Councilman Peter Zahn said the city could consider relaxing the restriction if 50 percent of a building has been vacant for a specified period of time.

Staff was also directed to create guidelines for kiosks, which are fixed-to-the-ground, free-standing structures less than 200 square feet such as flower and food stands, key shops, automated tellers and information booths.

“While we do have some guidance, it’s not much,” Protzman said. Some issues have to do with location, hours of operation, the amount of furniture allowed and placement in a parking lot.

The city will also consider an ordinance or mobile vendors, such as food and retail tucks, on private property.

“I definitely think we need to address this,” said Heebner, who also asked staff to address parked trucks with advertising on them. “I’d like to not see that occur,” she added.

Staff will also research prohibiting the sale of firearms and ammunition in the light commercial zone and mixed-use buildings that include residential units.

Zito said he was apprehensive about limiting the number of such businesses within a specified area. “That one is a little bit more of a hot potato,” he said, adding that his goal would be “to promote safety and keep ammunition and explosive material out of residential areas.”

Changes to architectural features such as eaves, awnings, canopies, bay windows and balconies, as well as parking standards, signage, sign twirlers and story poles should be expected.

“We don’t have a mechanism to insist that people take down their story poles,” Protzman said. “(We) just ask them very nicely.”

Limits will be set, likely after a project has been withdrawn, denied or approved.

A new state law was recently passed regulating cottage food operations, which allow people to make and sell goods from their homes.

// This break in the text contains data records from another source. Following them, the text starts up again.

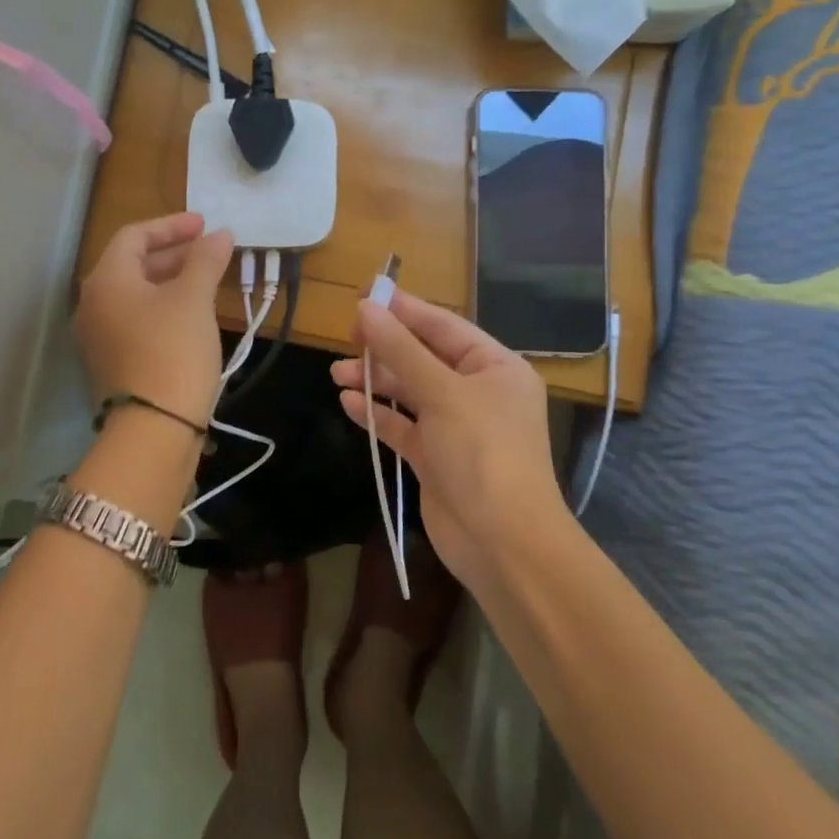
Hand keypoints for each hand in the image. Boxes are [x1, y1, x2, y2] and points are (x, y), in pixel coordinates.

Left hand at [75, 213, 232, 422]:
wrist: (154, 429)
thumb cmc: (173, 350)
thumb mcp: (194, 299)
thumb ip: (205, 260)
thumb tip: (221, 234)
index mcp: (106, 280)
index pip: (134, 236)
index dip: (171, 225)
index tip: (205, 225)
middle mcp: (93, 303)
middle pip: (132, 264)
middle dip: (172, 253)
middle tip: (209, 251)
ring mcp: (98, 336)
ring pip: (135, 294)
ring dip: (169, 280)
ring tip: (206, 280)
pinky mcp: (111, 362)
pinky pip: (135, 319)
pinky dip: (162, 307)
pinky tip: (191, 315)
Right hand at [332, 291, 567, 588]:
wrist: (502, 543)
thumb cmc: (482, 452)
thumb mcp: (442, 393)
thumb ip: (400, 349)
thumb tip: (365, 308)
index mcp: (495, 367)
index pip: (444, 326)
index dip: (404, 309)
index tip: (365, 294)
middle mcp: (478, 392)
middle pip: (424, 357)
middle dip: (386, 347)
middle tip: (347, 335)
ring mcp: (456, 427)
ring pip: (409, 392)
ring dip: (375, 380)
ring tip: (337, 372)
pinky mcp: (435, 458)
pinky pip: (402, 425)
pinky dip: (377, 414)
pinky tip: (348, 402)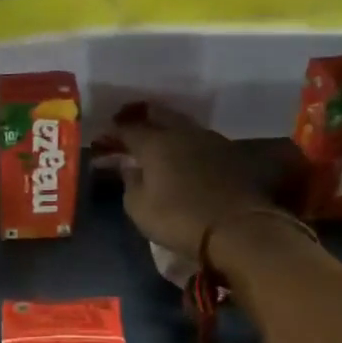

Although cities can’t prohibit such businesses, they can permit them outright, grant a nondiscretionary permit or require operators to apply for a permit.

The city manager said he will come back with a recommendation for council members.

In addition to the list presented by Protzman, Heebner said she would like staff to explore regulations that address boats and RVs parked in yards and possibly limiting the number of chain stores in certain areas.

She said she wants the city to be business friendly while also maintaining its community character.

Heebner asked her colleagues if they had any interest in developing a formula “so we don’t have Everywhere USA” on Highway 101 and Cedros Avenue. “I’ve heard a lot of discussion about it from community members,” she said.

Nichols said he understood the concept but was concerned it could be a “sticky” issue.

“A lot of times it’s hard to rent buildings unless you have the backing of a large chain,” he said. “I’d hate to make that something that would be difficult for business owners or property owners to be able to get rents.”

The public will have opportunities to comment on the changes when they are presented to council during future meetings.